[Opening Information supplied section]

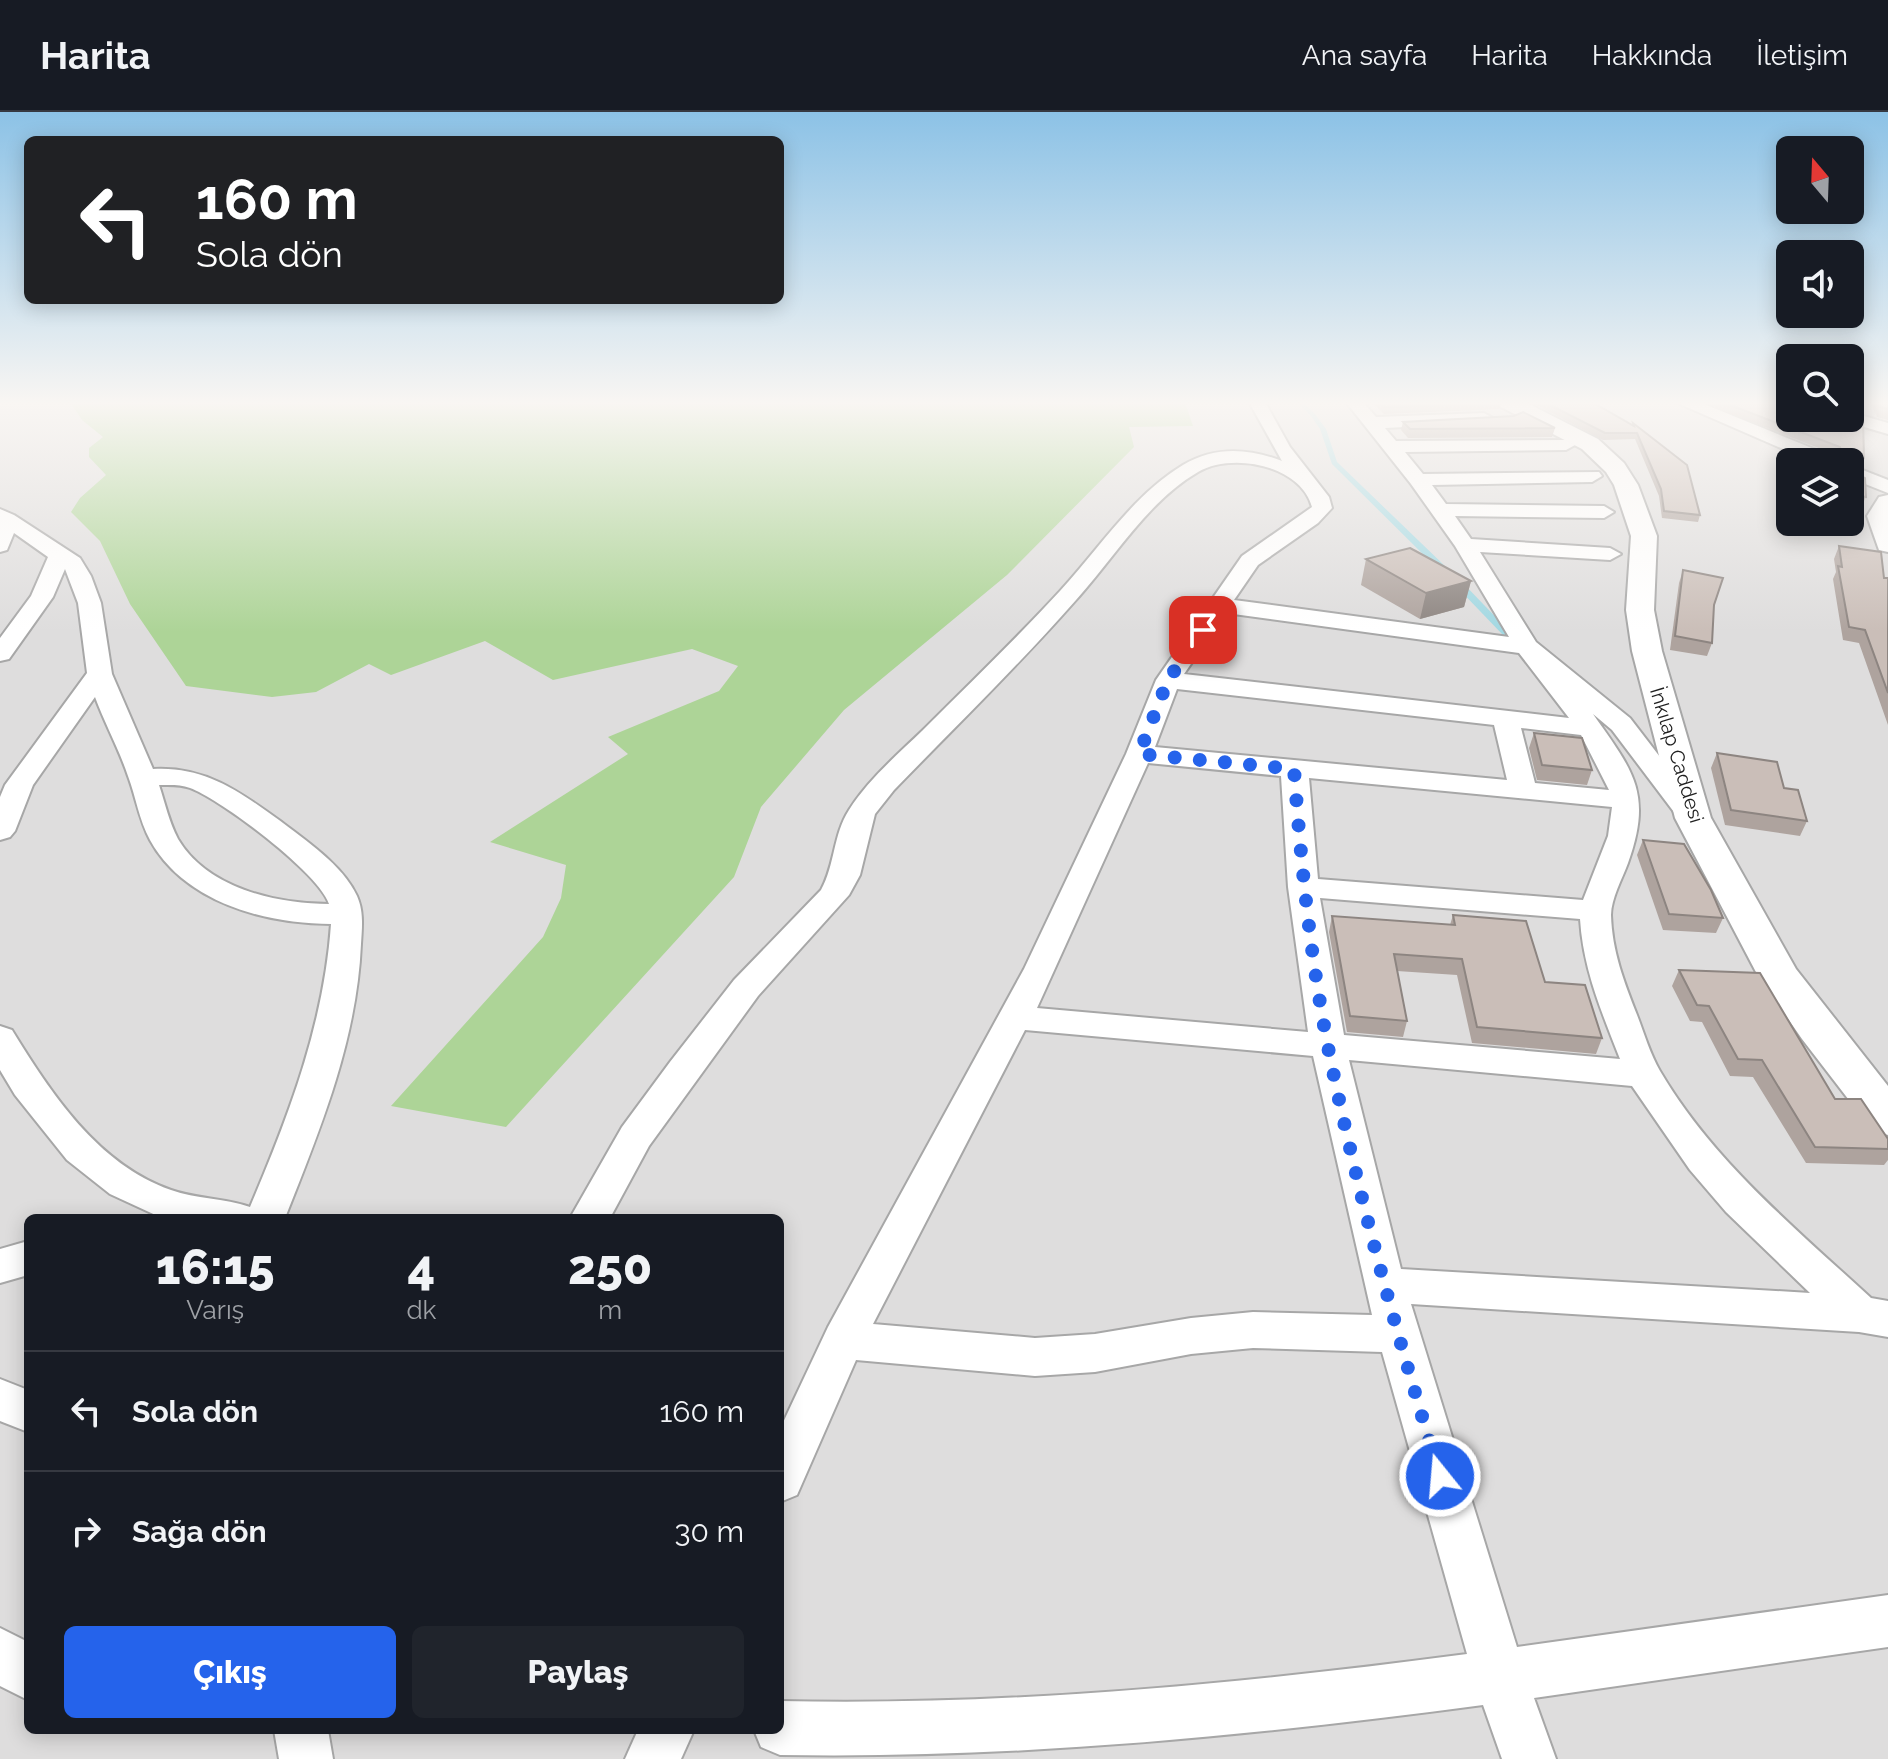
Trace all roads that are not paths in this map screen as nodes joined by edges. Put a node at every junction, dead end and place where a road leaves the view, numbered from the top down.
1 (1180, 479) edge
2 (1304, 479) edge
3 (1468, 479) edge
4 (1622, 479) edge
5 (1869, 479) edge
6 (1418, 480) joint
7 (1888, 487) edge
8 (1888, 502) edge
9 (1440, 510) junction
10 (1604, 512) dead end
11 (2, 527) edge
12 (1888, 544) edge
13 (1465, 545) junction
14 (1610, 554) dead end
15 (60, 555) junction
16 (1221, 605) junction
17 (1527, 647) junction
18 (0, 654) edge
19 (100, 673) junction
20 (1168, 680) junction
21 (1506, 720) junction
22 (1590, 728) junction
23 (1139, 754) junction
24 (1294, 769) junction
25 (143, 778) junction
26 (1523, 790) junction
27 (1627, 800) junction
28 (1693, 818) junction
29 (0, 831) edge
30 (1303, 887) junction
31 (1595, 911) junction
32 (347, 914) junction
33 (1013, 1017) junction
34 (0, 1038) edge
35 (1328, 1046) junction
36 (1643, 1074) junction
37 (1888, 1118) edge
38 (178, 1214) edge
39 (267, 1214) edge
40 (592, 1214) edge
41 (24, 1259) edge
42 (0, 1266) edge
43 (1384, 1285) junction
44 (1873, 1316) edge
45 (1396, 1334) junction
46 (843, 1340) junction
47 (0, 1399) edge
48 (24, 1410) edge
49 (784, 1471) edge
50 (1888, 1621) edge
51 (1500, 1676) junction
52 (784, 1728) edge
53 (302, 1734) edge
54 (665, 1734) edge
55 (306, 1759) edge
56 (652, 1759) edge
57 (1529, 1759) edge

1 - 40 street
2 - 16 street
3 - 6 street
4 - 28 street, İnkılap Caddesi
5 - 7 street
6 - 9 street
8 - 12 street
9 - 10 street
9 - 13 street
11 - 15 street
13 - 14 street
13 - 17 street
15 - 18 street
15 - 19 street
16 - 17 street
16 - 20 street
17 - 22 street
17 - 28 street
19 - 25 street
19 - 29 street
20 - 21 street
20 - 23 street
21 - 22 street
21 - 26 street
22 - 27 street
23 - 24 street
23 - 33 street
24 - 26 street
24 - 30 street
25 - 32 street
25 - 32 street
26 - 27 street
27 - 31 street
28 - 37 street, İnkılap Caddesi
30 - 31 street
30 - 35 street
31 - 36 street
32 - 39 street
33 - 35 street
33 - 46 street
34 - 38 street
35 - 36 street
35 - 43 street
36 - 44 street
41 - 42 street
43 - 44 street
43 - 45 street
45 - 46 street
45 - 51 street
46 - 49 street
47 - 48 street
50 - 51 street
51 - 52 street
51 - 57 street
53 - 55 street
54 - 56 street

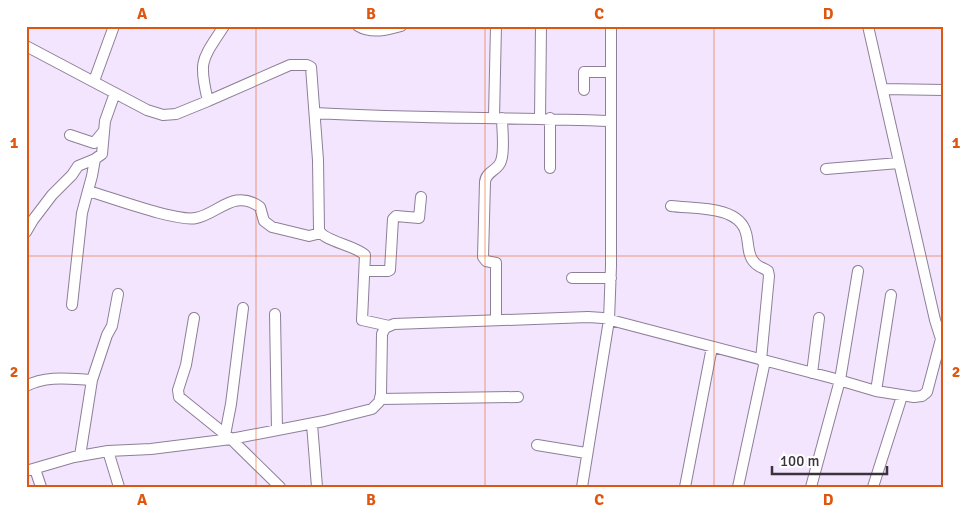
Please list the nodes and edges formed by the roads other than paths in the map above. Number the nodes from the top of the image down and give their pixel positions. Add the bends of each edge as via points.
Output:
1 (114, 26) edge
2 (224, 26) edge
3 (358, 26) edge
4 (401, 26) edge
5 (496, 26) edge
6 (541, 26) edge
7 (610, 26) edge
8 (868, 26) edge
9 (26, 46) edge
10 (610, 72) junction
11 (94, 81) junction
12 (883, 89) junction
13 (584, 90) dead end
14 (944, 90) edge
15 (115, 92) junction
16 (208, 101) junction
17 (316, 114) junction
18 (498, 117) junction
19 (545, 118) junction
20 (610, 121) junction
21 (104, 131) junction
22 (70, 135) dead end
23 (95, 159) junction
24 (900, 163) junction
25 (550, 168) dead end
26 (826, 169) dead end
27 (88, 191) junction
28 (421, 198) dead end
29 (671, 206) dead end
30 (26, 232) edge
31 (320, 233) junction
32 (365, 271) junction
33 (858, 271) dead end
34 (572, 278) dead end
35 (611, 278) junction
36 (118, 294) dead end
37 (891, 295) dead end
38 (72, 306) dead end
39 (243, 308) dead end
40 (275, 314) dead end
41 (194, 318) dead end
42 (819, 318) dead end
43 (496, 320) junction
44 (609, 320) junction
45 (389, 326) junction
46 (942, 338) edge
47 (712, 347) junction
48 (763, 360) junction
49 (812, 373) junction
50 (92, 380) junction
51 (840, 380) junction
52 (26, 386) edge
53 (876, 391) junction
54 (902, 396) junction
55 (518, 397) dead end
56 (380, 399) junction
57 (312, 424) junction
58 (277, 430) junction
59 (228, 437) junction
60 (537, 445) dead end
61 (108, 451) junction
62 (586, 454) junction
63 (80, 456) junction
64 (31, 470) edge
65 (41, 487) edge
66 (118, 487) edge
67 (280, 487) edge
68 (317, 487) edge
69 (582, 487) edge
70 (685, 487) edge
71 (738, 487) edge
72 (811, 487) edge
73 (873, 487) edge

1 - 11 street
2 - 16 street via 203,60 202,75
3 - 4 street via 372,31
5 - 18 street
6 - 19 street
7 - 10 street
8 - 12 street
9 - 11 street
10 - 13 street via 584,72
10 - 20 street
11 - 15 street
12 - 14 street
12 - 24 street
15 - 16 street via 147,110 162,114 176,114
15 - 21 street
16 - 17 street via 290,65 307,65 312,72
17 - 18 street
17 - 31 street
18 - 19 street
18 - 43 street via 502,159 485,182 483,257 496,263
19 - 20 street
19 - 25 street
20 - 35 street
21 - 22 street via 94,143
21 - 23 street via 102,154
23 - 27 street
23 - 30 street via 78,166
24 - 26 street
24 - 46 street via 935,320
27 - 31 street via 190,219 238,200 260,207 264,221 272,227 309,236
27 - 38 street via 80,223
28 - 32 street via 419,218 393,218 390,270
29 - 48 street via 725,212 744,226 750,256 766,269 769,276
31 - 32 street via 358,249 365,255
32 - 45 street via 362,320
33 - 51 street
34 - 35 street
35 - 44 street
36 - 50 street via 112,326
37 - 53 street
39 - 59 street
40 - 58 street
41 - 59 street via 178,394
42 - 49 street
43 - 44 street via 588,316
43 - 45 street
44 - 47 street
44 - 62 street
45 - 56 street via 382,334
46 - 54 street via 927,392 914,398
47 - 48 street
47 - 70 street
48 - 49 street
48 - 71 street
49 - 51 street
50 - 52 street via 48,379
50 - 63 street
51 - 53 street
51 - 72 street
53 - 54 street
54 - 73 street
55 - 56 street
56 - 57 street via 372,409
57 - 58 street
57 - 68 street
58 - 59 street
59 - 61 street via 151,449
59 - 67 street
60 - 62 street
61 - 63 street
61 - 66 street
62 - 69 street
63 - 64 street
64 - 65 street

[Closing Information supplied section]

Description of the task —
Reproduce all of the data exactly, omitting each picture it holds.

Answer section —
Trace all roads that are not paths in this map screen as nodes joined by edges. Put a node at every junction, dead end and place where a road leaves the view, numbered from the top down.
1 (1180, 479) edge
2 (1304, 479) edge
3 (1468, 479) edge
4 (1622, 479) edge
5 (1869, 479) edge
6 (1418, 480) joint
7 (1888, 487) edge
8 (1888, 502) edge
9 (1440, 510) junction
10 (1604, 512) dead end
11 (2, 527) edge
12 (1888, 544) edge
13 (1465, 545) junction
14 (1610, 554) dead end
15 (60, 555) junction
16 (1221, 605) junction
17 (1527, 647) junction
18 (0, 654) edge
19 (100, 673) junction
20 (1168, 680) junction
21 (1506, 720) junction
22 (1590, 728) junction
23 (1139, 754) junction
24 (1294, 769) junction
25 (143, 778) junction
26 (1523, 790) junction
27 (1627, 800) junction
28 (1693, 818) junction
29 (0, 831) edge
30 (1303, 887) junction
31 (1595, 911) junction
32 (347, 914) junction
33 (1013, 1017) junction
34 (0, 1038) edge
35 (1328, 1046) junction
36 (1643, 1074) junction
37 (1888, 1118) edge
38 (178, 1214) edge
39 (267, 1214) edge
40 (592, 1214) edge
41 (24, 1259) edge
42 (0, 1266) edge
43 (1384, 1285) junction
44 (1873, 1316) edge
45 (1396, 1334) junction
46 (843, 1340) junction
47 (0, 1399) edge
48 (24, 1410) edge
49 (784, 1471) edge
50 (1888, 1621) edge
51 (1500, 1676) junction
52 (784, 1728) edge
53 (302, 1734) edge
54 (665, 1734) edge
55 (306, 1759) edge
56 (652, 1759) edge
57 (1529, 1759) edge

1 - 40 street
2 - 16 street
3 - 6 street
4 - 28 street, İnkılap Caddesi
5 - 7 street
6 - 9 street
8 - 12 street
9 - 10 street
9 - 13 street
11 - 15 street
13 - 14 street
13 - 17 street
15 - 18 street
15 - 19 street
16 - 17 street
16 - 20 street
17 - 22 street
17 - 28 street
19 - 25 street
19 - 29 street
20 - 21 street
20 - 23 street
21 - 22 street
21 - 26 street
22 - 27 street
23 - 24 street
23 - 33 street
24 - 26 street
24 - 30 street
25 - 32 street
25 - 32 street
26 - 27 street
27 - 31 street
28 - 37 street, İnkılap Caddesi
30 - 31 street
30 - 35 street
31 - 36 street
32 - 39 street
33 - 35 street
33 - 46 street
34 - 38 street
35 - 36 street
35 - 43 street
36 - 44 street
41 - 42 street
43 - 44 street
43 - 45 street
45 - 46 street
45 - 51 street
46 - 49 street
47 - 48 street
50 - 51 street
51 - 52 street
51 - 57 street
53 - 55 street
54 - 56 street

Please list the nodes and edges formed by the roads other than paths in the map above. Number the nodes from the top of the image down and give their pixel positions. Add the bends of each edge as via points.
Output:
1 (114, 26) edge
2 (224, 26) edge
3 (358, 26) edge
4 (401, 26) edge
5 (496, 26) edge
6 (541, 26) edge
7 (610, 26) edge
8 (868, 26) edge
9 (26, 46) edge
10 (610, 72) junction
11 (94, 81) junction
12 (883, 89) junction
13 (584, 90) dead end
14 (944, 90) edge
15 (115, 92) junction
16 (208, 101) junction
17 (316, 114) junction
18 (498, 117) junction
19 (545, 118) junction
20 (610, 121) junction
21 (104, 131) junction
22 (70, 135) dead end
23 (95, 159) junction
24 (900, 163) junction
25 (550, 168) dead end
26 (826, 169) dead end
27 (88, 191) junction
28 (421, 198) dead end
29 (671, 206) dead end
30 (26, 232) edge
31 (320, 233) junction
32 (365, 271) junction
33 (858, 271) dead end
34 (572, 278) dead end
35 (611, 278) junction
36 (118, 294) dead end
37 (891, 295) dead end
38 (72, 306) dead end
39 (243, 308) dead end
40 (275, 314) dead end
41 (194, 318) dead end
42 (819, 318) dead end
43 (496, 320) junction
44 (609, 320) junction
45 (389, 326) junction
46 (942, 338) edge
47 (712, 347) junction
48 (763, 360) junction
49 (812, 373) junction
50 (92, 380) junction
51 (840, 380) junction
52 (26, 386) edge
53 (876, 391) junction
54 (902, 396) junction
55 (518, 397) dead end
56 (380, 399) junction
57 (312, 424) junction
58 (277, 430) junction
59 (228, 437) junction
60 (537, 445) dead end
61 (108, 451) junction
62 (586, 454) junction
63 (80, 456) junction
64 (31, 470) edge
65 (41, 487) edge
66 (118, 487) edge
67 (280, 487) edge
68 (317, 487) edge
69 (582, 487) edge
70 (685, 487) edge
71 (738, 487) edge
72 (811, 487) edge
73 (873, 487) edge

1 - 11 street
2 - 16 street via 203,60 202,75
3 - 4 street via 372,31
5 - 18 street
6 - 19 street
7 - 10 street
8 - 12 street
9 - 11 street
10 - 13 street via 584,72
10 - 20 street
11 - 15 street
12 - 14 street
12 - 24 street
15 - 16 street via 147,110 162,114 176,114
15 - 21 street
16 - 17 street via 290,65 307,65 312,72
17 - 18 street
17 - 31 street
18 - 19 street
18 - 43 street via 502,159 485,182 483,257 496,263
19 - 20 street
19 - 25 street
20 - 35 street
21 - 22 street via 94,143
21 - 23 street via 102,154
23 - 27 street
23 - 30 street via 78,166
24 - 26 street
24 - 46 street via 935,320
27 - 31 street via 190,219 238,200 260,207 264,221 272,227 309,236
27 - 38 street via 80,223
28 - 32 street via 419,218 393,218 390,270
29 - 48 street via 725,212 744,226 750,256 766,269 769,276
31 - 32 street via 358,249 365,255
32 - 45 street via 362,320
33 - 51 street
34 - 35 street
35 - 44 street
36 - 50 street via 112,326
37 - 53 street
39 - 59 street
40 - 58 street
41 - 59 street via 178,394
42 - 49 street
43 - 44 street via 588,316
43 - 45 street
44 - 47 street
44 - 62 street
45 - 56 street via 382,334
46 - 54 street via 927,392 914,398
47 - 48 street
47 - 70 street
48 - 49 street
48 - 71 street
49 - 51 street
50 - 52 street via 48,379
50 - 63 street
51 - 53 street
51 - 72 street
53 - 54 street
54 - 73 street
55 - 56 street
56 - 57 street via 372,409
57 - 58 street
57 - 68 street
58 - 59 street
59 - 61 street via 151,449
59 - 67 street
60 - 62 street
61 - 63 street
61 - 66 street
62 - 69 street
63 - 64 street
64 - 65 street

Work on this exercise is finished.